Silly sally, yes but that’s not an illness that’s costing the NHS millions, but obesity is, diabetes medication, blood pressure medication. After a certain BMI cut off- somewhere between obese and morbidly obese I guess

Life isn't that straight forward. What about if they can't pay? Then what then?

I think singling out specific groups is a really, really dangerous road to go down.

Fuzzywig · 15/10/2018 21:09

Llanali

I vaguely remember news reports a year or so ago about pharmaceutical companies setting their own prices when they were able to exclusively supply the product. Some items were priced at 3000% more than they previously sold for. I’m not sure if this like explains it. I might need to find something better.

www.bbc.co.uk/news/uk-wales-42506736

AmIRightOrAMeringue · 15/10/2018 21:09

Councils need to have better care for the elderly including social things and this would stop all the doctors appointments and call outs that happen because they have no one else to care for them or haven't spoken to anyone else all week

Something needs to be done about hospital spending on consumables - no idea how it happens but they seem to spend more than they need to on items that are easily available and cheaper elsewhere.

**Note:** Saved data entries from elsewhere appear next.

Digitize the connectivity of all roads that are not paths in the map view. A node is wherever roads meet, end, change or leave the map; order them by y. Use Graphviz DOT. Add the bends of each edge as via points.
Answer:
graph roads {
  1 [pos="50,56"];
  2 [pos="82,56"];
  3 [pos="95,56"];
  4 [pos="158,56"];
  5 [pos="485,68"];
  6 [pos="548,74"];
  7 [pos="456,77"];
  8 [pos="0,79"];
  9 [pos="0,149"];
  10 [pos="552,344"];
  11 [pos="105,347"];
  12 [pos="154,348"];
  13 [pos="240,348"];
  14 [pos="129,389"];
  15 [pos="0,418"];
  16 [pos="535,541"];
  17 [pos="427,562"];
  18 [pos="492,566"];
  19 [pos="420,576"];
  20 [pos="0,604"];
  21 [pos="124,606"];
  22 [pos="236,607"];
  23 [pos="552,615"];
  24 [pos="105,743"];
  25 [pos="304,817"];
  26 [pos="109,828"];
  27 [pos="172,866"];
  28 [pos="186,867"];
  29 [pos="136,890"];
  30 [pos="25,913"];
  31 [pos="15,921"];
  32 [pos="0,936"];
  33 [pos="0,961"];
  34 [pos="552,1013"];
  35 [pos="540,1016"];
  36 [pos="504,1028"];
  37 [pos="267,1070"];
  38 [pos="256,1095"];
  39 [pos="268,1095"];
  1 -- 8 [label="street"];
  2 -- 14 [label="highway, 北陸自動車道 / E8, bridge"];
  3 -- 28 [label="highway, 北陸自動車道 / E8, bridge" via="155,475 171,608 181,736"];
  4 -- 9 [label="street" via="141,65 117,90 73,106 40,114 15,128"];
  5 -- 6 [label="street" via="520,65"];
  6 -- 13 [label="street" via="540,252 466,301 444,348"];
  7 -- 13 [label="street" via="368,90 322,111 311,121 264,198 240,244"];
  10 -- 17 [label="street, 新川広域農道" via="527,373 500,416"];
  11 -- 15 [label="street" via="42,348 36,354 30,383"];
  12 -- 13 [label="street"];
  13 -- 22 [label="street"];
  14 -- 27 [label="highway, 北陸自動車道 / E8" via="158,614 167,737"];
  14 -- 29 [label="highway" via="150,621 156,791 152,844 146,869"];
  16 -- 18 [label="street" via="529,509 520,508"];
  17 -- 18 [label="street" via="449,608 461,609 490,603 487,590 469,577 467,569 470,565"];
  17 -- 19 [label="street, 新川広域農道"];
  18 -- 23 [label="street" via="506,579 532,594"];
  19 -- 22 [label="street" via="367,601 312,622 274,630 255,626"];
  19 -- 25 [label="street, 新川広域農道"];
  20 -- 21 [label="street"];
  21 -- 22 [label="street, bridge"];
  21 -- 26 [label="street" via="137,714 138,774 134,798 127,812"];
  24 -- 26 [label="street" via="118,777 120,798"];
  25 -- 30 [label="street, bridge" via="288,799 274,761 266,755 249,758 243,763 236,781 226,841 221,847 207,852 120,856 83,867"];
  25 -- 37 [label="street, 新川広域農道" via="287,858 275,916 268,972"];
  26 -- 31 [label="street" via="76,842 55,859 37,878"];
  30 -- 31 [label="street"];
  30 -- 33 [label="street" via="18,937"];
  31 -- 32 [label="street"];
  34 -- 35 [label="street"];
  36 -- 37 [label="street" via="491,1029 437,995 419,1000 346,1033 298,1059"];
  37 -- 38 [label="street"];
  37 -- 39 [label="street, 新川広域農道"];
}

I realise it's contraversial but I'd charge for a and e. Just a tenner and obviously not for people who don't pay for prescriptions. Would generate a bit of cash and also hopefully stop people using it for a sore throat etc which would free it up massively.

I'd stop politicians messing about with it. Every few years there are different initiatives and they just get going with it and then it gets scrapped when someone else comes into power. Ring-fence it and put doctors, nurses and cross political mps in place to run it, who still have to be voted for but with more medical people involved they may get to the bottom of what needs to be done

Get more cleaners - the mrsa compensation costs millions

Pass some law like they have for wonga loans to say that the pfi interest payments are ridiculous - apparently a massive chunk of NHS budget goes on the interest payments and this was all done to keep it off Tony blair's balance sheet. The interest should be capped.

Ultimately though it's been underfunded for years and if we want to save it we all need to be prepared to pay more tax. I personally would do this - if tax went up to go towards NHS I'd be happy as I do worry about the future. But I think any political party who had this in their manifesto would not do well.....

TamiTayorismyparentingguru · 15/10/2018 21:15

I wonder how much a no-blame culture would save? (I’m not questioning that it would save money - I genuinely have no idea how much legal fees/compensation/fighting blame etc costs the nhs - I would love to see numbers.)

We have had 2 major cock ups from the NHS - 1 was when DH was misdiagnosed with something non serious when in fact he had cancer. We have never blamed anyone for this. I genuinely believe that if the GP wasn’t so overworked and pushed for time, and if there wasn’t such a hesitancy to refer to the hospital (also overworked as short staffed) she would have spent more time checking DH, would have listened to his concerns and would have been more proactive in seeking a resolution. It should never have happened, but I don’t blame the gp - it was just one of those things.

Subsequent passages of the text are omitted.